In general the signal(s) of interest are not at baseband, so it [is] necessary to mix the signal to baseband. Since the filter stage involves a multiplication performed on every input sample anyway, we can just perform filtering AND frequency translation in the same step. The filter taps are first multiplied by the desired oscillator function. Then the filter taps are “convolved” with the input samples. Since the oscillator may not complete an exact 360 degree rotation in the span of the FIR filter, there may be some residual (but deterministic) phase drift in the decimated output that must be corrected.
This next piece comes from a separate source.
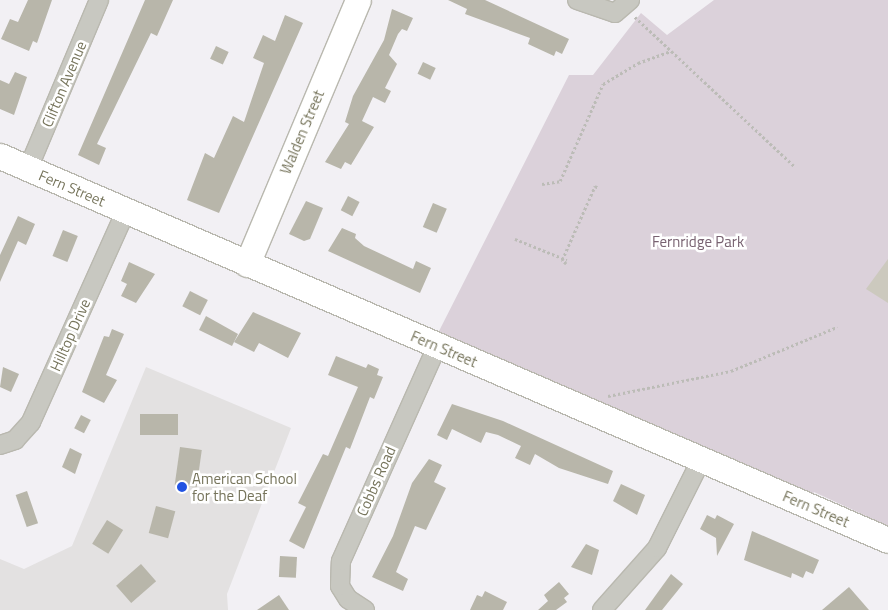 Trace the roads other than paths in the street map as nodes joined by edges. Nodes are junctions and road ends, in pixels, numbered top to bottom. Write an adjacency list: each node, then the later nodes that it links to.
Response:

In the texts I read, I didn't come across anything about a phase drift introduced if the oscillator doesn't perform a full 360 degree rotation. Any experts out there that can maybe help me understand what this documentation is trying to say?

Thank you. Of course - if I'm missing any information to give context please let me know and I'll do my best to provide the relevant information.

The way I would describe what I think they are saying is that their oscillator frequency doesn't have an exact integer ratio to the decimated frequency. The technique that I think they're doing (note all of the "I thinks" here) will only down-convert at exact harmonics of the decimated frequency. If their oscillator doesn't match, then they'll get the "phase drift" they talk about when the decimation enforces that exact harmonic relationship.

(I'm going to have to go off and try what I think they're doing -- if it works it's clever.)

Do these people still live and work at your company? Sometimes nothing can achieve clarity like a visit to a co-worker's cube.

Hi Tim,

Unfortunately the person is gone and they were at a different location so I do not know where they ended up.

I'll be interested to see what you tried!

Thanks

I personally don't get it. Though it is just my immediate thoughts. If you multiply filter by frequency(f) it will move the filter centre to (f) frequency before it is applied to signal.For example if signal centre is at 10MHz and you applied -10MHz to filter your filter moves to zero yet signal is at 10MHz so how can it do filtering.

Kaz

Hi kaz,

As I understand it, the filter starts out as a low pass, then in order to shift it to a bandpass to get the signal of interest, they multiply it by the desired centre frequency, though I'm not sure...

Example would be the signal of interest is at 12MHz, and the filter is then multiplied by an NCO of 12MHz to make it a bandpass and to get the signal of interest.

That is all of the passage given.